_Exercise brief:_ The reply must reproduce each line below exactly.

START Supplied data

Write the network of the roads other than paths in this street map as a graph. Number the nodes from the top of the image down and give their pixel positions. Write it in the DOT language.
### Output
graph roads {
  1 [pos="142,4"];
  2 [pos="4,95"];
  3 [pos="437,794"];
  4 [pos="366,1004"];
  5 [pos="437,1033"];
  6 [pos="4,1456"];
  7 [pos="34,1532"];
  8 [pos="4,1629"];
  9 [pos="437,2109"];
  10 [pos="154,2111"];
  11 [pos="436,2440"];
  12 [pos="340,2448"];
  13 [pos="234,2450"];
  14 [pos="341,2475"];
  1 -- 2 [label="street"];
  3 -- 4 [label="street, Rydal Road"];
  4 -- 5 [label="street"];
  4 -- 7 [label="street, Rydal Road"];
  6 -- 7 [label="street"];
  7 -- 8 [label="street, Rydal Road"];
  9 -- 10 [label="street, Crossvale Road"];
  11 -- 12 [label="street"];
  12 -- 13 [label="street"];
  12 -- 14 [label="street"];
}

END Supplied data

_Task solution:_
Write the network of the roads other than paths in this street map as a graph. Number the nodes from the top of the image down and give their pixel positions. Write it in the DOT language.
### Output
graph roads {
  1 [pos="142,4"];
  2 [pos="4,95"];
  3 [pos="437,794"];
  4 [pos="366,1004"];
  5 [pos="437,1033"];
  6 [pos="4,1456"];
  7 [pos="34,1532"];
  8 [pos="4,1629"];
  9 [pos="437,2109"];
  10 [pos="154,2111"];
  11 [pos="436,2440"];
  12 [pos="340,2448"];
  13 [pos="234,2450"];
  14 [pos="341,2475"];
  1 -- 2 [label="street"];
  3 -- 4 [label="street, Rydal Road"];
  4 -- 5 [label="street"];
  4 -- 7 [label="street, Rydal Road"];
  6 -- 7 [label="street"];
  7 -- 8 [label="street, Rydal Road"];
  9 -- 10 [label="street, Crossvale Road"];
  11 -- 12 [label="street"];
  12 -- 13 [label="street"];
  12 -- 14 [label="street"];
}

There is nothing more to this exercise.